The Russian economy is shifting to a phase of “balanced growth” following a period of overheating over the last two years, the Bank of Russia official told Rossiyskaya Gazeta in an interview.
“Today, our economy has effectively maxed out its available production capacity, logistics, and infrastructure, and most critically, it has tapped almost all of our human resources. It is now a challenge to find new workers. The economy is overheating and needs room to breathe; we require new approaches to boost productivity. Without this, all of the recent wage increases will inevitably be ‘eaten up’ by inflation, and working people will end up with nothing to show for it,” he said.
According to Rosstat, Russia’s GDP growth slowed this year: the economy grew by 1.1% in the second quarter of 2025, after expanding by 1.4% in the first quarter.
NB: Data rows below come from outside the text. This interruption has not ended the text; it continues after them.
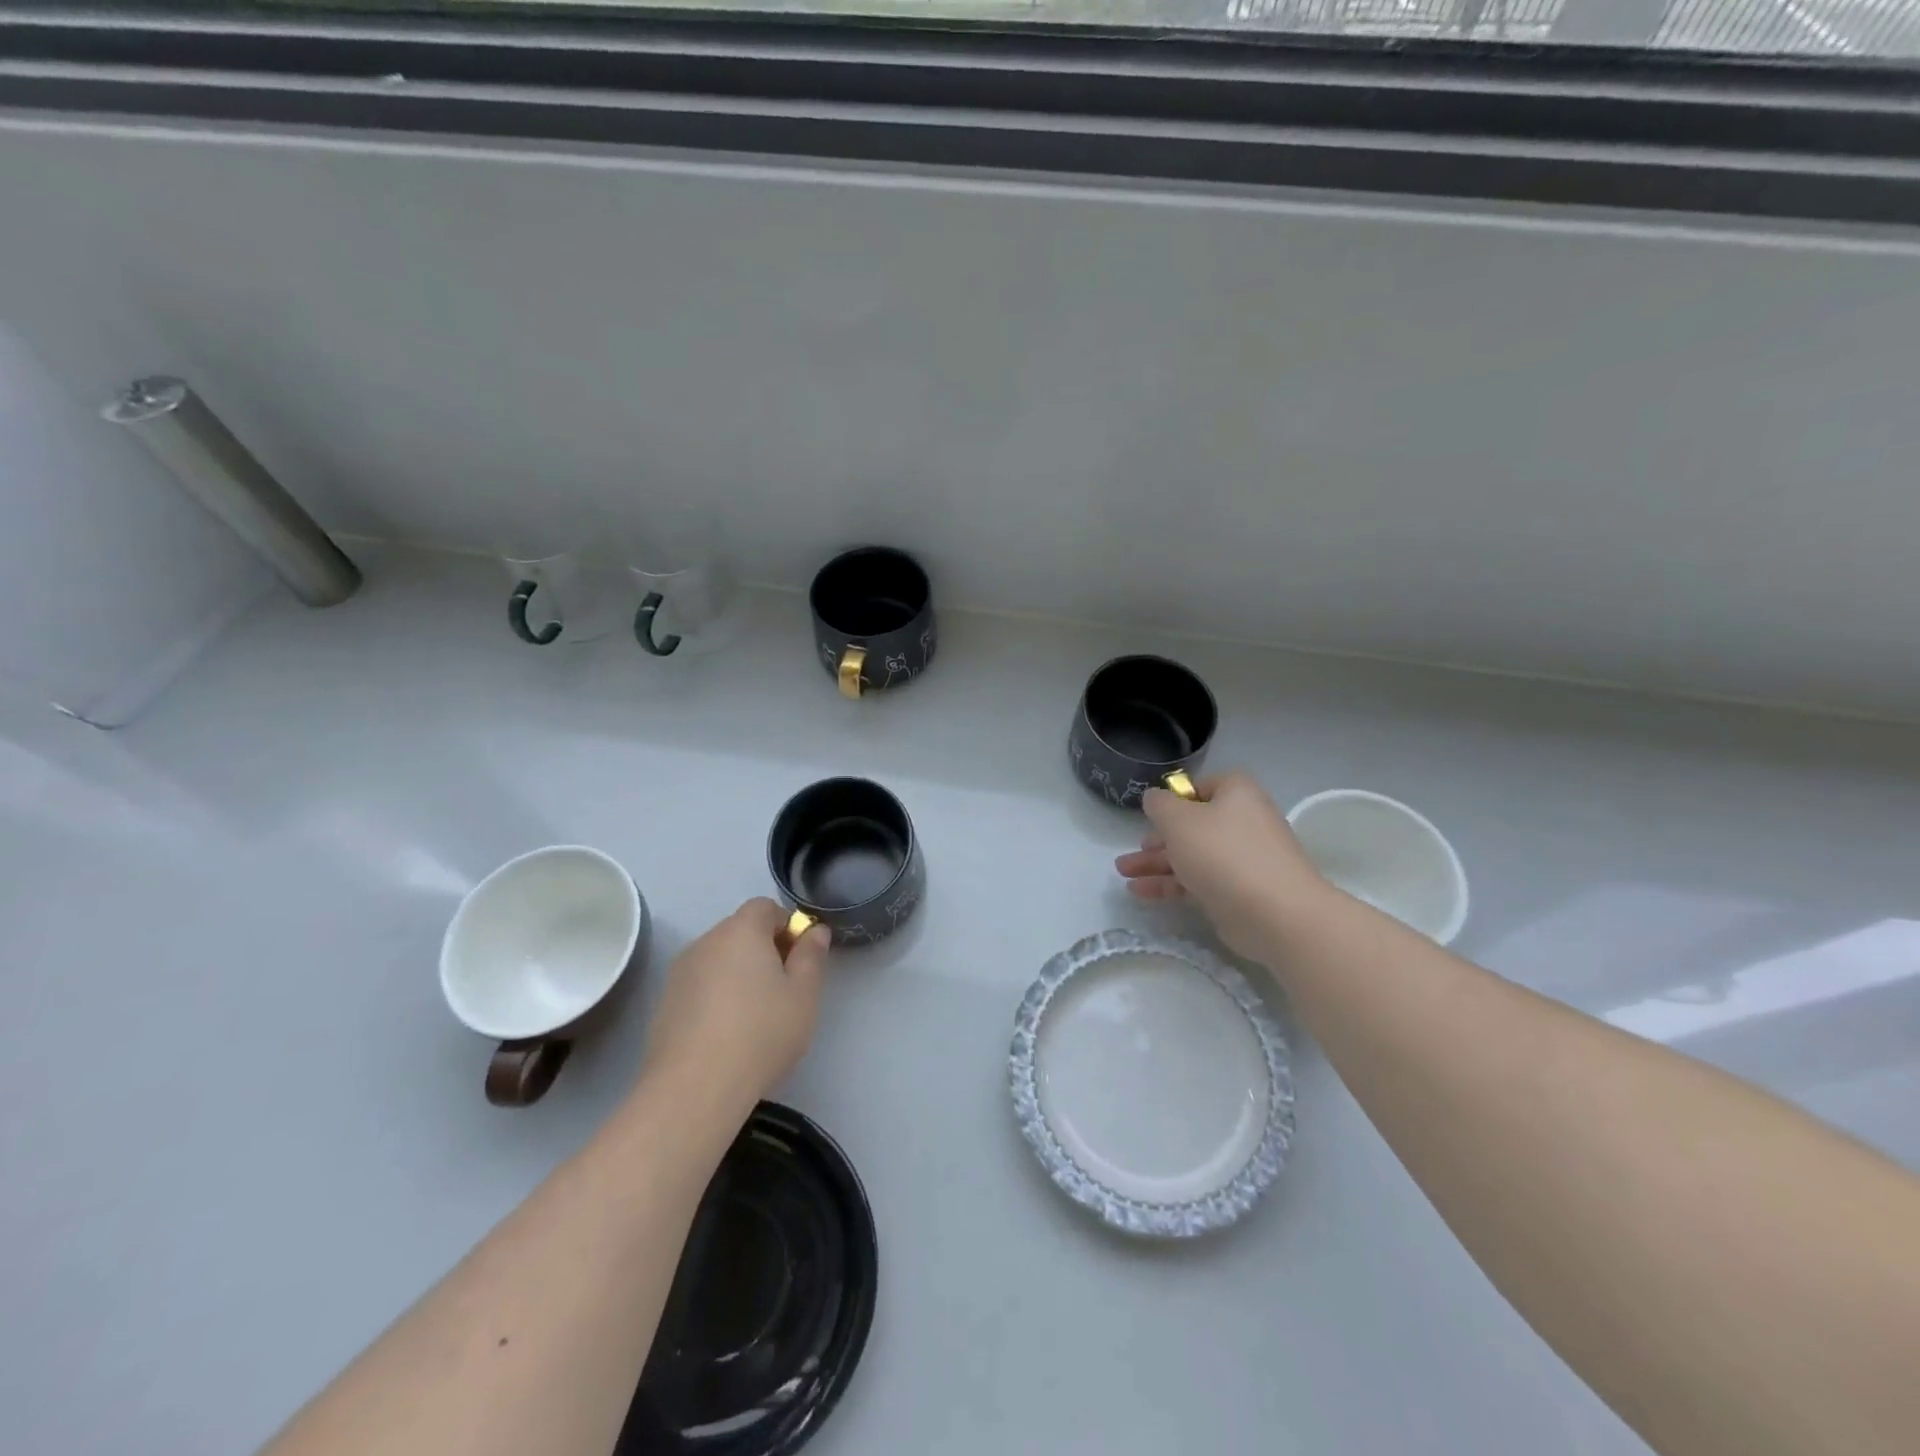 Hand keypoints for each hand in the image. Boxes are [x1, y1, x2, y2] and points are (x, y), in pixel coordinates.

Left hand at [640, 898, 830, 1110]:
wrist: (694, 1088)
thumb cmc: (761, 1032)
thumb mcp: (803, 994)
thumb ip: (812, 956)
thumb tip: (815, 931)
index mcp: (741, 930)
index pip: (765, 907)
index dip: (787, 926)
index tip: (800, 959)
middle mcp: (706, 941)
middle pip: (740, 931)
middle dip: (764, 949)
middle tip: (784, 989)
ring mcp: (680, 973)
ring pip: (719, 959)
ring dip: (739, 973)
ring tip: (755, 1015)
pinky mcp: (664, 1004)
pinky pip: (700, 986)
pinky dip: (716, 997)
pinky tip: (727, 1034)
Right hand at [1115, 771, 1332, 963]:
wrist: (1276, 914)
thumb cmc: (1223, 854)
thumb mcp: (1179, 820)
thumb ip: (1159, 805)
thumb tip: (1155, 798)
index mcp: (1236, 794)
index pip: (1200, 787)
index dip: (1174, 798)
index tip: (1150, 815)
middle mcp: (1242, 822)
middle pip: (1192, 825)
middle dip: (1158, 838)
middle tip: (1132, 850)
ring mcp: (1242, 859)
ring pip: (1191, 855)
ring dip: (1156, 863)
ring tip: (1123, 873)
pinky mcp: (1238, 892)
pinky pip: (1198, 881)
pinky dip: (1170, 885)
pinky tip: (1140, 892) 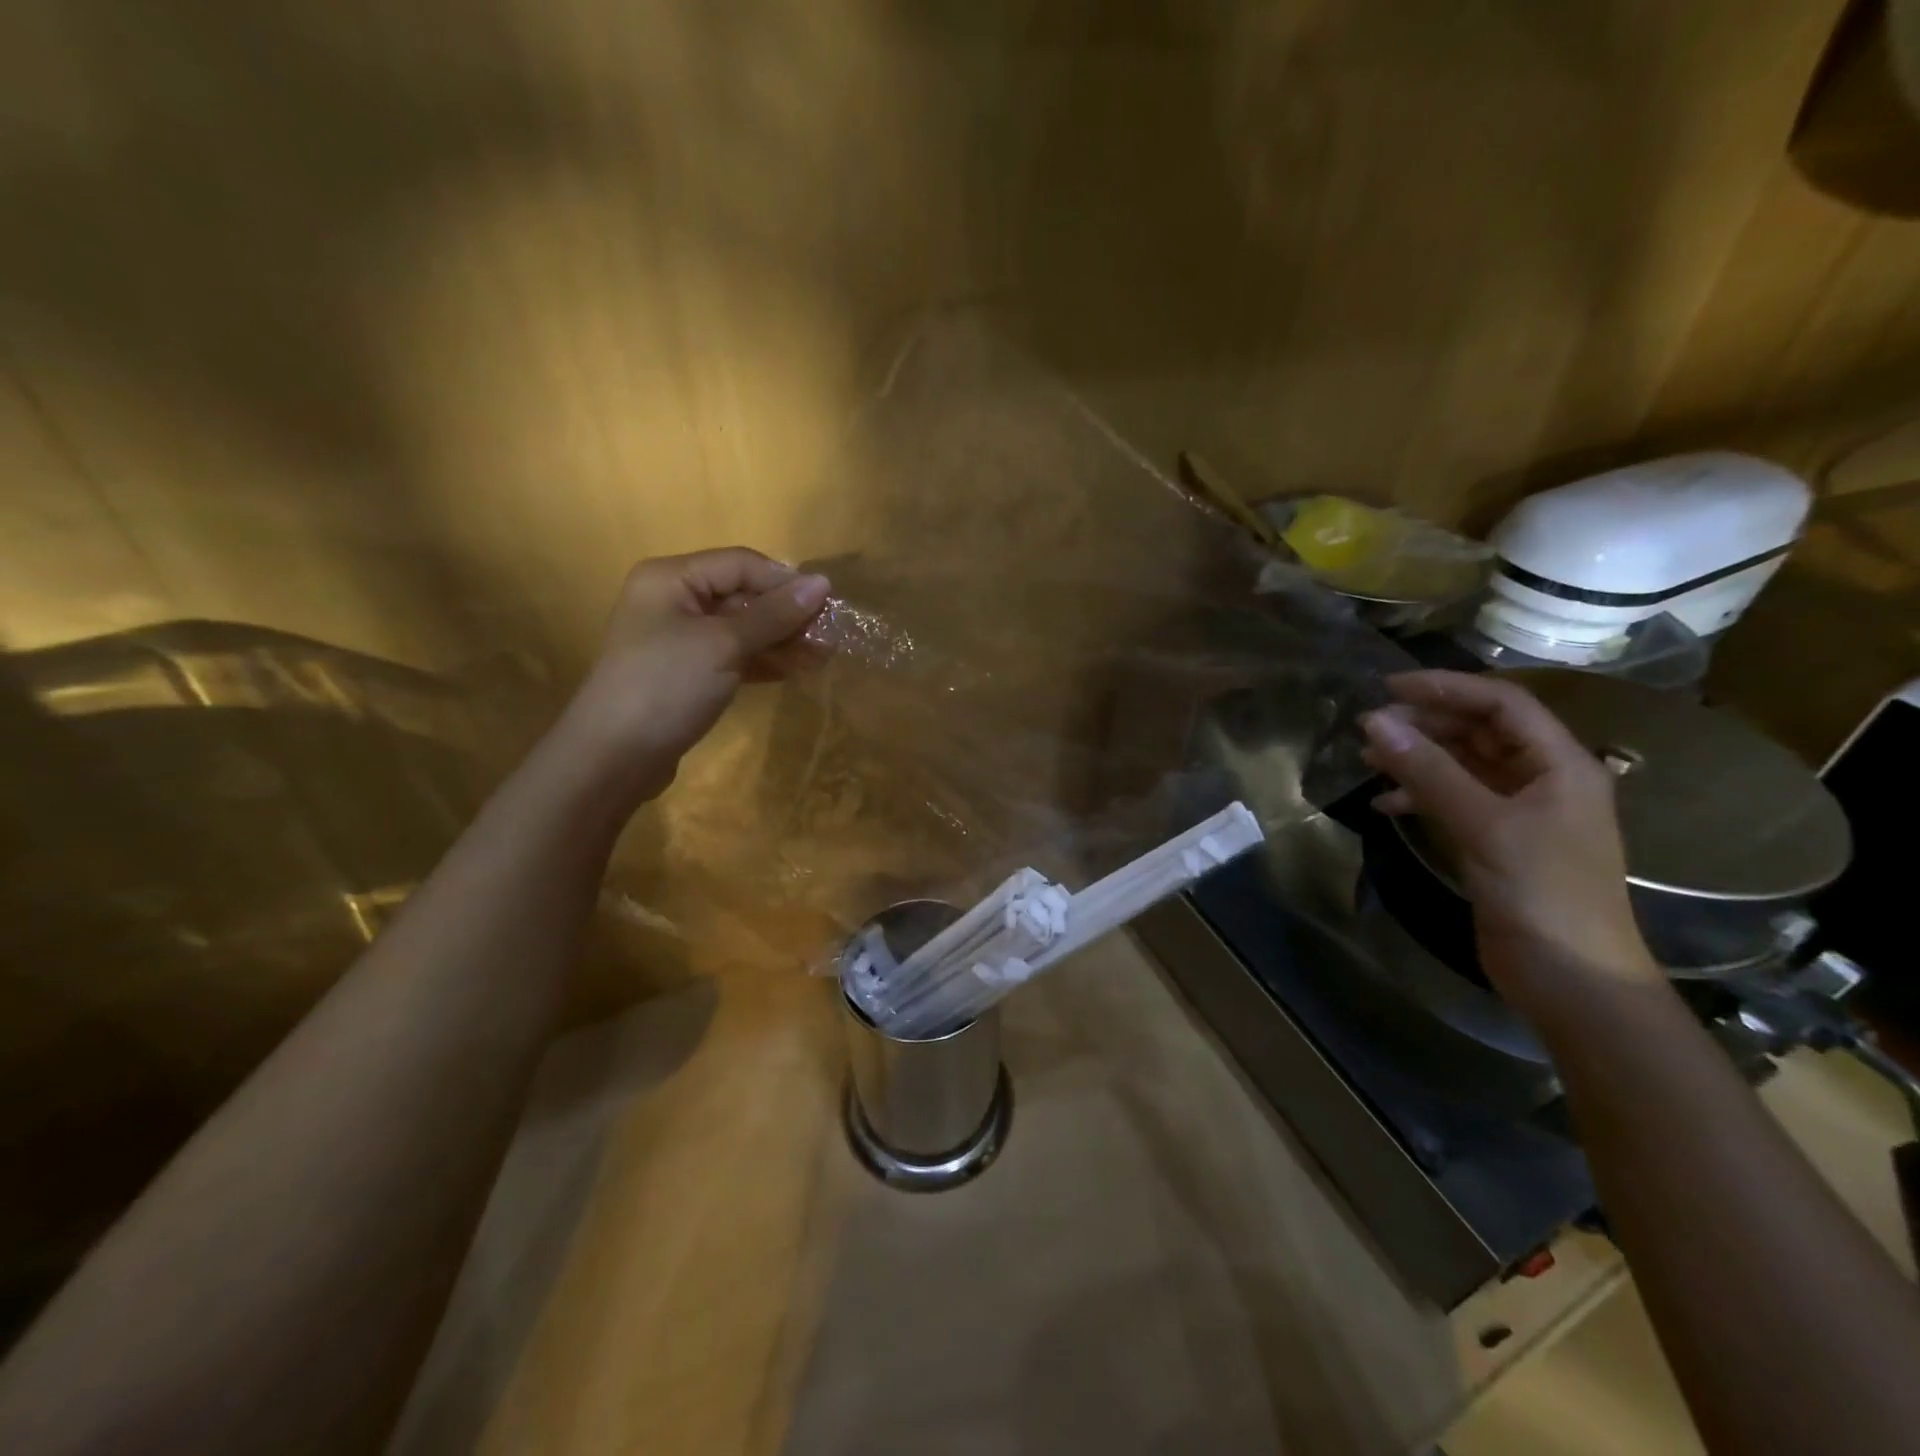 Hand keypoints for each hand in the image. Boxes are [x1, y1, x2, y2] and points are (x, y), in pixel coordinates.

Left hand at [561, 548, 830, 805]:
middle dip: (787, 615)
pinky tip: (797, 671)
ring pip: (742, 629)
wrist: (614, 757)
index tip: (828, 605)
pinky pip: (734, 656)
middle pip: (743, 596)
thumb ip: (774, 614)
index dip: (785, 582)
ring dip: (782, 641)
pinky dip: (764, 661)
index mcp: (672, 578)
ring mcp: (680, 639)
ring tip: (823, 657)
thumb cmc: (666, 686)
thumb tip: (823, 582)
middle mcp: (674, 601)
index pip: (741, 564)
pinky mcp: (688, 673)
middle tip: (830, 636)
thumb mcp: (725, 644)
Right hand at [1360, 670, 1661, 1006]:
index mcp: (1561, 765)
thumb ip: (1428, 772)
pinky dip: (1419, 795)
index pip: (1503, 703)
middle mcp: (1543, 780)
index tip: (1388, 689)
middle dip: (1426, 723)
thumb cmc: (1541, 892)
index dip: (1447, 688)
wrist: (1571, 978)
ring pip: (1463, 765)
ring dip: (1418, 758)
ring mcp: (1519, 813)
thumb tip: (1374, 722)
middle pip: (1481, 731)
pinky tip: (1385, 804)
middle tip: (1371, 727)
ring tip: (1368, 758)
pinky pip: (1453, 800)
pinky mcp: (1497, 842)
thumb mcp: (1484, 825) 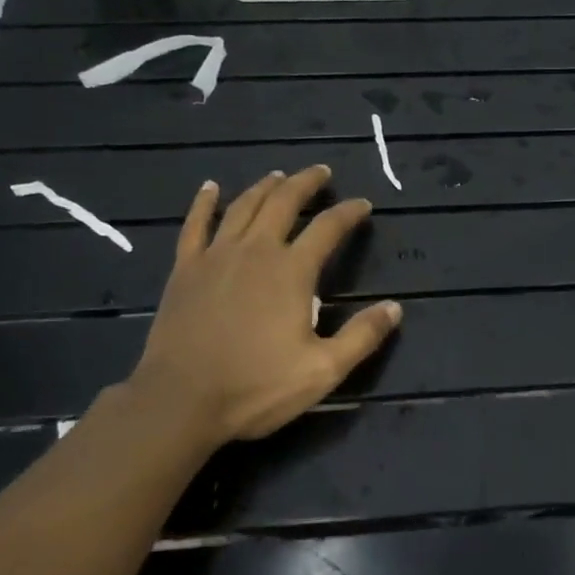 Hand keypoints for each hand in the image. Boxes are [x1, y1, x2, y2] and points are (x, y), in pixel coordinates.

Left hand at [125, 165, 401, 446]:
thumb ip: (361, 336)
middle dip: (306, 183)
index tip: (363, 205)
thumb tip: (395, 308)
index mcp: (292, 271)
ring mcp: (216, 256)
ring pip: (244, 206)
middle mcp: (256, 250)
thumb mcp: (322, 370)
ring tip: (279, 175)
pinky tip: (210, 187)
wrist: (180, 401)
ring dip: (265, 186)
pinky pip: (195, 225)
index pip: (328, 227)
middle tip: (321, 172)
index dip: (349, 212)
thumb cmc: (255, 387)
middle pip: (284, 202)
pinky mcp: (185, 269)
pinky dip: (204, 202)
Russia’s growth potential is a fluctuating estimate of 1–2% that depends in a complex way on multiple factors, explains economist Sergei Khestanov, an Associate Professor at RANEPA. Any growth above this potential leads to overheating and inflation and must be cooled down.
“Anti-inflationary policies naturally limit economic growth. For developing economies, growth below 3% de facto means stagnation,” the expert emphasized.